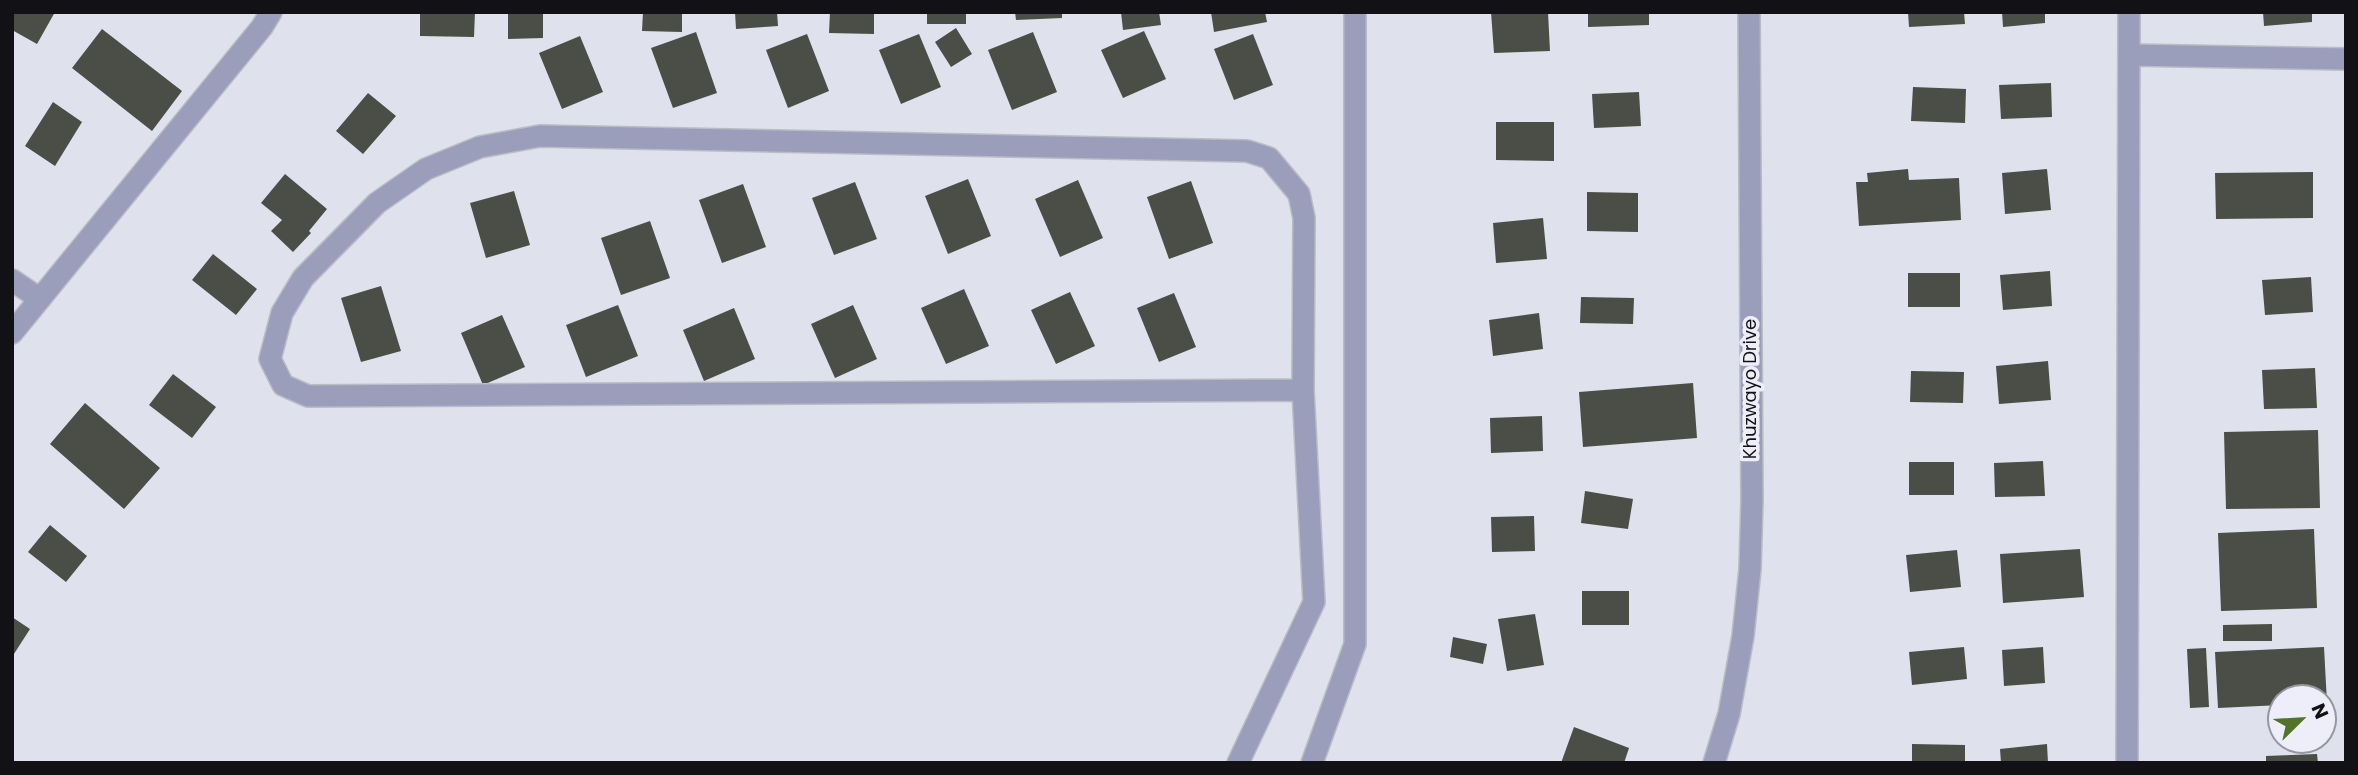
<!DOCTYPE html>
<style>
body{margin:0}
#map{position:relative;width:2358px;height:775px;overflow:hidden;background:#dfe1ec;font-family:Poppins,sans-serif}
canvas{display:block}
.frame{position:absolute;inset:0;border:14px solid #121216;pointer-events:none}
.north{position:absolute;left:2267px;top:684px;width:70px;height:70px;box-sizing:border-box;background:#edeef9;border:2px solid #95969e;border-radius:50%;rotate:66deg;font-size:19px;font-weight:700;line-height:28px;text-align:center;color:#121216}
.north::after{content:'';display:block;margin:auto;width:24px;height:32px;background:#537329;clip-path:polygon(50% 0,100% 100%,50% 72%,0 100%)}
</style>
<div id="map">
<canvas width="2358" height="775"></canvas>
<div class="frame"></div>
<div class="north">N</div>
</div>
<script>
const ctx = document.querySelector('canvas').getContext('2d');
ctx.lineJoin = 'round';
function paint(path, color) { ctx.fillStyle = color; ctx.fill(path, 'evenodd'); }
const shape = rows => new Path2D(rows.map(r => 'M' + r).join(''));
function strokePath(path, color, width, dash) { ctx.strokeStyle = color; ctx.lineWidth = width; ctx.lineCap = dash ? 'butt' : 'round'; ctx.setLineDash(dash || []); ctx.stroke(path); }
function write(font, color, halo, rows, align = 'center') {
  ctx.font = font + ' Poppins,sans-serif'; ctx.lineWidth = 7; ctx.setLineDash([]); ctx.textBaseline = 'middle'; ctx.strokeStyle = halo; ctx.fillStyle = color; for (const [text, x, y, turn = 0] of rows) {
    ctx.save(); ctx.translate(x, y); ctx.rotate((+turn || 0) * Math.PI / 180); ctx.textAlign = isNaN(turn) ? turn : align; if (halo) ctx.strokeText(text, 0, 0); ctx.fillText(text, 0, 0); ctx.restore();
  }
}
paint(shape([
 [12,12,55,12,37,44,12,30],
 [420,12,475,12,474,37,420,36],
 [508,12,543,12,543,38,508,39],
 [643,12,682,12,682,32,642,31],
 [735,12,777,12,778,26,736,29],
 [830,12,874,12,874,34,829,33],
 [927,12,966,12,966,24,927,24],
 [1015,12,1062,12,1062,18,1016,20],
 [1121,12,1159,12,1161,25,1123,30],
 [1211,12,1265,12,1267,22,1214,32],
 [1491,12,1548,12,1550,51,1494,53],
 [1588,12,1649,12,1649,25,1588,27],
 [1908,12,1964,12,1965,24,1909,27],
 [2002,12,2045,12,2045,23,2003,27],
 [2263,12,2312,12,2312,22,2264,26],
 [956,28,972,54,951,67,935,42],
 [102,29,182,91,152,131,72,68],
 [1144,31,1166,79,1123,98,1101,50],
 [696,32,717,93,673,108,651,48],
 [1033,32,1057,92,1012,110,988,50],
 [807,34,829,91,788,108,766,50],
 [919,34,941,87,901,104,879,50],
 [1253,34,1273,85,1234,100,1214,49],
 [580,36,603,92,562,109,539,53],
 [2051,83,2052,117,2001,119,1999,85],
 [1913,87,1966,89,1965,123,1911,121],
 [1639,92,1641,126,1594,128,1592,94],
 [368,93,396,116,363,154,336,131],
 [53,102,82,122,55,166,25,146],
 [1496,122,1554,122,1554,161,1496,160],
 [1908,169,1909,180,1959,178,1961,220,1859,226,1856,182,1868,182,1867,173],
 [2047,169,2051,210,2005,214,2002,173],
 [2313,172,2313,218,2216,219,2215,173],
 [285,174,327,209,309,231,311,233,293,252,271,231,282,220,261,203],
 [968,179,991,236,948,254,925,196],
 [1078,180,1103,238,1060,257,1035,199],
 [1191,181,1213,243,1169,259,1147,197],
 [855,182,877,239,834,255,812,198],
 [743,184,766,247,722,263,699,200],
 [514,191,530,245,486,258,470,203],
 [1587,192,1638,193,1638,232,1587,231],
 [1543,218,1547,259,1496,263,1493,223],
 [650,221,670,278,621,295,601,238],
 [213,254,257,289,236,315,192,280],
 [2050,271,2052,306,2003,310,2000,275],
 [1908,273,1960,273,1960,307,1908,307],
 [2311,277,2313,312,2265,315,2262,280],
 [381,286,401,351,361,362,341,298],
 [964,289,989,346,946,364,921,308],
 [1070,292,1095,346,1056,364,1031,310],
 [1174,293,1196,347,1159,362,1137,308],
 [1581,297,1634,298,1633,324,1580,323],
 [618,305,638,356,586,377,566,325],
 [853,305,877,359,835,378,811,324],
 [734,308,755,359,704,381,683,330],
 [1539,313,1543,349,1493,356,1489,320],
 [502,315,525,367,483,385,461,333],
 [2048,361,2051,400,1999,404,1996,366],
 [2315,368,2317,408,2264,409,2262,370],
 [1911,371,1964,372,1963,403,1910,402],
 [173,374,216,407,192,438,149,405],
 [1693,383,1697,438,1583,447,1579,392],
 [85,403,160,468,124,509,50,444],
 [1542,416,1543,451,1491,453,1490,418],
 [2318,430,2320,508,2226,509,2224,432],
 [2043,461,2045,496,1995,497,1994,463],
 [1909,462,1954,462,1954,495,1909,495],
 [1585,491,1633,499,1628,529,1581,523],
 [1534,516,1535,551,1492,552,1491,517],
 [50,525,87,556,66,582,28,552],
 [2314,529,2317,608,2221,611,2218,533],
 [2080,549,2084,597,2003,603,2000,554],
 [1957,550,1961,587,1910,592,1906,555],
 [1582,591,1629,591,1629,625,1582,625],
 [1535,614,1544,665,1507,671,1498,619],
 [12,617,30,629,12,657],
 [2272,624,2272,641,2223,641,2223,625],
 [1453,637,1487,644,1483,664,1450,657],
 [1964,647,1967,679,1912,685,1909,652],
 [2043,647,2045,683,2004,686,2002,650],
 [2324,647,2327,703,2323,703,2323,698,2281,698,2281,705,2218,708,2215,652],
 [2206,648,2209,707,2190,708,2187,649],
 [1574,727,1629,748,1624,763,1561,763],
 [1912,744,1965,745,1965,763,1912,763],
 [2047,744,2048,763,2001,763,2000,749],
 [2317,754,2318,763,2266,763,2266,756]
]), '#4a4e46');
const service = shape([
 [1238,763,1314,602,1303,390,1304,218,1299,194,1269,158,1247,151,540,136,480,147,426,169,377,203,303,278,282,313,270,359,283,385,308,396,1303,390]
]);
const minor = shape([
 [2129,55,2346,59],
 [12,280,40,299],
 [12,333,262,27,271,12],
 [1312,763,1355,644,1355,12],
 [2127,763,2129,12]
]);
const tertiary = shape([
 [1714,763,1729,714,1743,636,1750,569,1752,500,1749,12]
]);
strokePath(service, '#babcc5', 24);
strokePath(minor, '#babcc5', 24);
strokePath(tertiary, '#babcc5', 24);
strokePath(service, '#9a9eba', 21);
strokePath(minor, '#9a9eba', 21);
strokePath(tertiary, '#9a9eba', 21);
write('18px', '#121216', '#edeef9', [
 ["Khuzwayo Drive",1751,389,-90]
]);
</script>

----------

What is being asked:
Look through the records for the string "strokeStyle". Copy every line that has it.

Output of the task:
function strokePath(path, color, width, dash) { ctx.strokeStyle = color; ctx.lineWidth = width; ctx.lineCap = dash ? 'butt' : 'round'; ctx.setLineDash(dash || []); ctx.stroke(path); }
  ctx.font = font + ' Poppins,sans-serif'; ctx.lineWidth = 7; ctx.setLineDash([]); ctx.textBaseline = 'middle'; ctx.strokeStyle = halo; ctx.fillStyle = color; for (const [text, x, y, turn = 0] of rows) {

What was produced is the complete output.